Tracking price appreciation
The first chart, below, plots the year-over-year change in the values of the CPPI for all commercial property as a single asset class and for apartments. It shows that the rate of price appreciation for multifamily property was less affected by the pandemic-induced turmoil of last summer. However, the annual price appreciation for all commercial property as a single asset class now nearly matches that of multifamily property.
The next chart takes another look at the data, this time focusing on the monthly rate of property price changes. This chart shows an underlying cyclical pattern in the price appreciation data. It also shows that multifamily property price appreciation has recently begun to lag that of commercial property as-a-whole on a month-over-month basis.

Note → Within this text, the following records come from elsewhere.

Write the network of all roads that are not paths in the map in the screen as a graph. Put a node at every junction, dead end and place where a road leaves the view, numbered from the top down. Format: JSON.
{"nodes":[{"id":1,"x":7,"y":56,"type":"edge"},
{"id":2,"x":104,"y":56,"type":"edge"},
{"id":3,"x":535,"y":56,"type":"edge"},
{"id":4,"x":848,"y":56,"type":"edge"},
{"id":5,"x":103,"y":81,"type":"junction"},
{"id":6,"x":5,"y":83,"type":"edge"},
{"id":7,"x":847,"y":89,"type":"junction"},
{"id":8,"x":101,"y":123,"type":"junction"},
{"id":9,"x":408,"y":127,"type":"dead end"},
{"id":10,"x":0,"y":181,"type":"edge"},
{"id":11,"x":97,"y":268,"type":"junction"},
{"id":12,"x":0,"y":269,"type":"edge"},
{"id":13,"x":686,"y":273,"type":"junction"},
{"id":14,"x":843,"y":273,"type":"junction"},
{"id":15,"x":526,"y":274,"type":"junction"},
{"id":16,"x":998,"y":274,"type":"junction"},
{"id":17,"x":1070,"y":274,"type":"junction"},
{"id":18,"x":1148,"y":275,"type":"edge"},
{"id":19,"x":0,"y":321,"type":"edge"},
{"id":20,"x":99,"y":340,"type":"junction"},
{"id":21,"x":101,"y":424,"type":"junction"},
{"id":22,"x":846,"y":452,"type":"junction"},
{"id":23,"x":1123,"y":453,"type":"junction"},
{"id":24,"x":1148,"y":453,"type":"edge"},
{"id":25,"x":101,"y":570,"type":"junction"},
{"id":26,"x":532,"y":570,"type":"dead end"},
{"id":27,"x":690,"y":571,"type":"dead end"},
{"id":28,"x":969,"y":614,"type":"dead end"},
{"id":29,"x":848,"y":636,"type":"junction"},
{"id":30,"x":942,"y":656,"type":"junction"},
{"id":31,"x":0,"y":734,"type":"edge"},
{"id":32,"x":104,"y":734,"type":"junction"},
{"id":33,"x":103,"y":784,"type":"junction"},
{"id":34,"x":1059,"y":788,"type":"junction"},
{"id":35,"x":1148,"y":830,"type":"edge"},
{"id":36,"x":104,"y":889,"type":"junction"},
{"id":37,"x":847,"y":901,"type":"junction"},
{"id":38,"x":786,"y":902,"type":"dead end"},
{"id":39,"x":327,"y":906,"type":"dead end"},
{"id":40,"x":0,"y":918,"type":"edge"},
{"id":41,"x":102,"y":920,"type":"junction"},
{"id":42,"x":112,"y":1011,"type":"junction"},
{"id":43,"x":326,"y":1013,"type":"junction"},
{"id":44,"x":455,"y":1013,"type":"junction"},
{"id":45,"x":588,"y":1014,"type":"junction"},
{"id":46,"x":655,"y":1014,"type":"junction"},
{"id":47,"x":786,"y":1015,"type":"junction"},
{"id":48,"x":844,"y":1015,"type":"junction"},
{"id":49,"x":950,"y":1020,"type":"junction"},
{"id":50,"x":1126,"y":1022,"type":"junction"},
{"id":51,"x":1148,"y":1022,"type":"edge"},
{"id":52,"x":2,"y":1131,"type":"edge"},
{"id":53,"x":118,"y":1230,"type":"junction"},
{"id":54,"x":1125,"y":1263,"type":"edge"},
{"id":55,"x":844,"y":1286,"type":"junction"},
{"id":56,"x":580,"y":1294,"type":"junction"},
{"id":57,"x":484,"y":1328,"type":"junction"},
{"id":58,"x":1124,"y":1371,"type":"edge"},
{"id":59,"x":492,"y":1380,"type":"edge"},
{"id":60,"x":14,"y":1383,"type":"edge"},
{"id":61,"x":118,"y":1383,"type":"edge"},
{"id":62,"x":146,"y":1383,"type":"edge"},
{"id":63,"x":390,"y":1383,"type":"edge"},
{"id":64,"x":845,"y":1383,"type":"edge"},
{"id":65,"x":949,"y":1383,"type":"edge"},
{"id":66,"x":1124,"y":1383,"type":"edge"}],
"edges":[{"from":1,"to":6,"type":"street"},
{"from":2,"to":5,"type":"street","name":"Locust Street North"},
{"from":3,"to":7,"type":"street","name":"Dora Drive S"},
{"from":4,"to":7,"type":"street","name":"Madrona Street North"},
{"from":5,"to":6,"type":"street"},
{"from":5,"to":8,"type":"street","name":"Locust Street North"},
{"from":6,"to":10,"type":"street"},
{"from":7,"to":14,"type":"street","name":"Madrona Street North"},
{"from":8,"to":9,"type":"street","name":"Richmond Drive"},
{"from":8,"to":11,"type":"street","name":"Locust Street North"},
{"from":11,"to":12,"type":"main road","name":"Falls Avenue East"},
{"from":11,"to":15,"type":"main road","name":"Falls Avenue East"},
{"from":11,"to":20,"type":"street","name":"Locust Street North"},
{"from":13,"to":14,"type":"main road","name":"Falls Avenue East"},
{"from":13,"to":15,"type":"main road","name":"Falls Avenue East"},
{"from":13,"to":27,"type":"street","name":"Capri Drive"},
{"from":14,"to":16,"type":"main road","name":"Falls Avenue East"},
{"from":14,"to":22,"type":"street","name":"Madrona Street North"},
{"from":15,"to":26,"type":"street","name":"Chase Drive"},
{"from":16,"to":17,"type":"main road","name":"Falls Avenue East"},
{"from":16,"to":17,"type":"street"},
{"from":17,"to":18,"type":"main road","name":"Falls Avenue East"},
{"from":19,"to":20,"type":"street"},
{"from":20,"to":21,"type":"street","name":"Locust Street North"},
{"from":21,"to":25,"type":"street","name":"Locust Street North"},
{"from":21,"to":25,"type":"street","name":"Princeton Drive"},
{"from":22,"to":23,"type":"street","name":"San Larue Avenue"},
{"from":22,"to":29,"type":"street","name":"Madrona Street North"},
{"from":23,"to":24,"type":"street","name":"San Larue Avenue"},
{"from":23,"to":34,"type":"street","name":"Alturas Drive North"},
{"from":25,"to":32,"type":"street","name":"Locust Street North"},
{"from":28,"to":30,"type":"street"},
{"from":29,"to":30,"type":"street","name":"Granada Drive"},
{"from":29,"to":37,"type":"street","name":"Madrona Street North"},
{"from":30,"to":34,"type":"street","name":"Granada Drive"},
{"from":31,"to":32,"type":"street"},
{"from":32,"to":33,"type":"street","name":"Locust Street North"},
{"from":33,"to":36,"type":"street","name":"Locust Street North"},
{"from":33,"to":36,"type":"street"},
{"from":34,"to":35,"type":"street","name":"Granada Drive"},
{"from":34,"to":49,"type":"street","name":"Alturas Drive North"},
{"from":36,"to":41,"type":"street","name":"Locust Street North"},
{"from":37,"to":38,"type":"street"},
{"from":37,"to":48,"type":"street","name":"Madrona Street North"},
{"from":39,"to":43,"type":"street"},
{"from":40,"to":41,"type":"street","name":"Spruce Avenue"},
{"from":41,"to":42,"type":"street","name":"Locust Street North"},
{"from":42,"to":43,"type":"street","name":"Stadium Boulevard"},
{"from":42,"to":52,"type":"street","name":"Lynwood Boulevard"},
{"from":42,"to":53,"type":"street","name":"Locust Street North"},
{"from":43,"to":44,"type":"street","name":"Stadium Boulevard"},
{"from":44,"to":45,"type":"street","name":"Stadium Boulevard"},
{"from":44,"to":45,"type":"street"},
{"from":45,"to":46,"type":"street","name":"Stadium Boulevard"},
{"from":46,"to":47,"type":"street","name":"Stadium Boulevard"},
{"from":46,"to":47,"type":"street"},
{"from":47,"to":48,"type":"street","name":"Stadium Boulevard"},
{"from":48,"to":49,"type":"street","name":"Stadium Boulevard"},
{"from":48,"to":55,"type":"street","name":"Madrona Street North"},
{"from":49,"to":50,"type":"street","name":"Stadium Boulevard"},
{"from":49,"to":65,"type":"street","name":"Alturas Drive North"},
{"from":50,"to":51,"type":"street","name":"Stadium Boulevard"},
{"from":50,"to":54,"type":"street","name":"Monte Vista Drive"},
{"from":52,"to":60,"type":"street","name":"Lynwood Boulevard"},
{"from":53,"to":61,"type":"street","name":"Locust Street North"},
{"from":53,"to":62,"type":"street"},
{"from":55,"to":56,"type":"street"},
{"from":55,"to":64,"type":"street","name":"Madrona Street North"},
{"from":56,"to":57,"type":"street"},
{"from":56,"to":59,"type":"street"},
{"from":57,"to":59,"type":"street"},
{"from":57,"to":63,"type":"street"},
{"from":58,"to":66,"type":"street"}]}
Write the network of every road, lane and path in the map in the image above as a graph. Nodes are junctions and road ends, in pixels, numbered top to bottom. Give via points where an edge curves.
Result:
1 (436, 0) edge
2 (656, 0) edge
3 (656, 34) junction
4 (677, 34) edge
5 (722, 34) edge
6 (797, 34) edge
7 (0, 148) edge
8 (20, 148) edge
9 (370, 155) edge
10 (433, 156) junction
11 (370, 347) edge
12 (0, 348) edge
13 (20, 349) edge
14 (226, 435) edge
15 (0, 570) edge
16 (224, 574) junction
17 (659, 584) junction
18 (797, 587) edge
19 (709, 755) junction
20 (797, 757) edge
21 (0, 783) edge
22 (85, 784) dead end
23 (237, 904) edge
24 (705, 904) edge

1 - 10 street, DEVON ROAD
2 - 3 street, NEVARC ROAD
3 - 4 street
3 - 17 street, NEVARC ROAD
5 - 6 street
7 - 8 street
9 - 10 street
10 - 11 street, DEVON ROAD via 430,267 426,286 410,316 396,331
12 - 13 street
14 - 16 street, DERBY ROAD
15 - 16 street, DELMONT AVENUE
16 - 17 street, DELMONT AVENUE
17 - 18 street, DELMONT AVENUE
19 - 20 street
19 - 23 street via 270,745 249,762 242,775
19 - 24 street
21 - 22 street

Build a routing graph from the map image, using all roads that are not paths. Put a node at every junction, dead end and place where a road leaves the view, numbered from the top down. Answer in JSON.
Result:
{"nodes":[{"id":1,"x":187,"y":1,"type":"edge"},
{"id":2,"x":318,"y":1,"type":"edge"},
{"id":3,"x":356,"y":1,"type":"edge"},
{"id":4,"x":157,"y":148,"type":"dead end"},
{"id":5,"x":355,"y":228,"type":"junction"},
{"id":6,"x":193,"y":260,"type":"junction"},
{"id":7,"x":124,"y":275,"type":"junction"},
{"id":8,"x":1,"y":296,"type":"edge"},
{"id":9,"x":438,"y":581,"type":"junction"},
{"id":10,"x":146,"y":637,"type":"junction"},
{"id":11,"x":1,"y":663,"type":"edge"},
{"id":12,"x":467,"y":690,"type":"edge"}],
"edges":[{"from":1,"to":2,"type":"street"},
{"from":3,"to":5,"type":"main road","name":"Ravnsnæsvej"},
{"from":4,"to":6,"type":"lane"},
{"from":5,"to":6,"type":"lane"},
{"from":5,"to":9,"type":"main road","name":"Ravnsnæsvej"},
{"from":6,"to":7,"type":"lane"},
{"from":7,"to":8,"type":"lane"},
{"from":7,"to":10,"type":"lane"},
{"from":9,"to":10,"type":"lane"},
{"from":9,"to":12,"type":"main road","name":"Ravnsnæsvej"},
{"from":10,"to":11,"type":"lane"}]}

Major metros reach a crest
The RCA report provides data comparing the price changes of commercial property in 6 major metro areas* against those in the rest of the country, although it does not separate out apartments from other commercial property types in this comparison. The last chart, below, looks at the data based on the month-over-month rate of price appreciation since January 2014.
The chart shows that prices in the non-major markets recovered more quickly, if less monotonically, from last year’s slowdown than did those in the major markets until recently. However, the monthly rate of price appreciation in the major markets has now slowed. It will be worth watching how deep this slowdown becomes and how long it lasts.
By the numbers, price appreciation for commercial property in major markets was reported to be 1.5 percent for the month and 13.2 percent for the year. Price appreciation for commercial property in non-major markets was reported to be 2.0 percent for the month and 16.1 percent for the year
The full report provides more detail on other commercial property types. Access to the RCA report can be obtained here.
*The major metros are Boston, Chicago, Los Angeles, New York, San Francisco and Washington DC.